Raised in Detroit, O'Leary was assigned to a National Civilian Community Corps team that tackled several projects across the South, including working at a state-run nursing home in Mississippi, rebuilding trails outside of Nashville, Tenn., building homes in Louisiana and cleaning the beach in the Florida Keys. She also led a conservation corps team in Arizona for six months.

"I'm absolutely convinced that when you serve through AmeriCorps it completely changes the trajectory of your life," she said. "AmeriCorps instills in people an ethic of service that leads them throughout their lives to contribute back to their community and to our entire country."

Funding targeted

U.S. Rep.
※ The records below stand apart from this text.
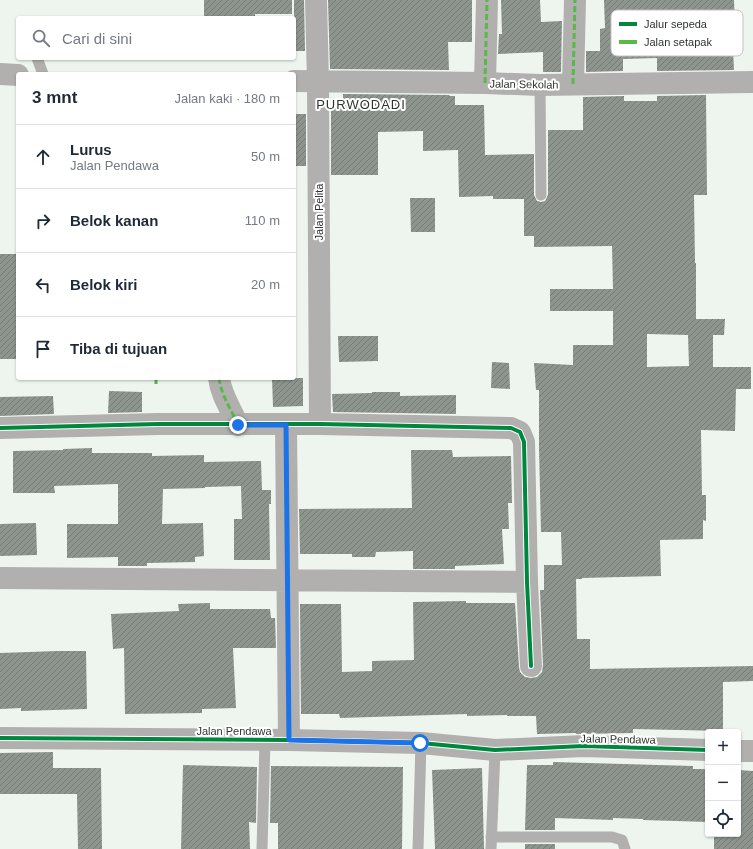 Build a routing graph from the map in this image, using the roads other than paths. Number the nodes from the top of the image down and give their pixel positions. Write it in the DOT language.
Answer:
graph roads {
  1 [pos="316,0"];
  2 [pos="487,0"];
  3 [pos="575,0"];
  4 [pos="38,60"];
  5 [pos="42,72"];
  6 [pos="0,74"];
  7 [pos="16,75"];
  8 [pos="296,81"];
  9 [pos="318,82"];
  10 [pos="753,82"];
  11 [pos="485,83"];
  12 [pos="540,84"];
  13 [pos="573,84"];
  14 [pos="541,195"];
  15 [pos="219,380"];
  16 [pos="320,424"];
  17 [pos="238,425"];
  18 [pos="286,425"];
  19 [pos="0,428"];
  20 [pos="0,578"];
  21 [pos="287,579"];
  22 [pos="527,582"];
  23 [pos="531,666"];
  24 [pos="0,738"];
  25 [pos="289,740"];
  26 [pos="265,741"];
  27 [pos="420,743"];
  28 [pos="495,750"];
  29 [pos="705,750"];
  30 [pos="741,751"];
  31 [pos="753,751"];
  32 [pos="491,837"];
  33 [pos="262,849"];
  34 [pos="418,849"];
  35 [pos="491,849"];
  36 [pos="625,849"];
  1 -- 9 [label="street, Jalan Pelita"];
  2 -- 11 [label="street"];
  3 -- 13 [label="street"];
  4 -- 5 [label="lane"];
  6 -- 7 [label="street"];
  8 -- 9 [label="street, Jalan Sekolah"];
  9 -- 11 [label="street, Jalan Sekolah"];
  9 -- 16 [label="street, Jalan Pelita"];
  10 -- 13 [label="street, Jalan Sekolah"];
  11 -- 12 [label="street, Jalan Sekolah"];
  12 -- 13 [label="street, Jalan Sekolah"];
  12 -- 14 [label="lane"];
  15 -- 17 [label="street"];
  16 -- 18 [label="street"];
  16 -- 22 [label="street"];
  17 -- 18 [label="street"];
  17 -- 19 [label="street"];
  18 -- 21 [label="street"];
  20 -- 21 [label="street"];
  21 -- 22 [label="street"];
  21 -- 25 [label="street"];
  22 -- 23 [label="street"];
  24 -- 26 [label="street, Jalan Pendawa"];
  25 -- 26 [label="street, Jalan Pendawa"];
  25 -- 27 [label="street, Jalan Pendawa"];
  26 -- 33 [label="lane"];
  27 -- 28 [label="street, Jalan Pendawa"];
  27 -- 34 [label="lane"];
  28 -- 29 [label="street, Jalan Pendawa"];
  28 -- 32 [label="lane"];
  30 -- 31 [label="street"];
  32 -- 35 [label="lane"];
  32 -- 36 [label="lane"];
}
Steve Womack, R-Ark., who was appointed to the Arkansas Service Commission in the late 1990s, said that while AmeriCorps volunteers do a lot of good, the country may need to make tough budget decisions.

"It's a wonderful program if you can fund it, but obviously we are struggling right now with our discretionary budget," he said. "In a world where money is no object, that's one of the things you'd like to continue doing, but money is an object."

In his speech, Clinton urged Congress to reconsider its past funding objections.

AmeriCorps' parent agency, the Corporation for National and Community Service, received $1.05 billion in fiscal 2014, which ends Sept. 30. The U.S. House and Senate are considering a resolution to continue funding the government for a few months while they work on next year's budget.

AmeriCorps and other service programs have been possible targets for cuts for years, Womack said.

"I'm sorry for that, but at the end of the day we have to prioritize the needs of our country and our capacity to resource them. I fully expect there will be a day that AmeriCorps will also find some hardship in that budget process," he said. "I know this is a Clinton deal, but ... our country faces some very serious challenges."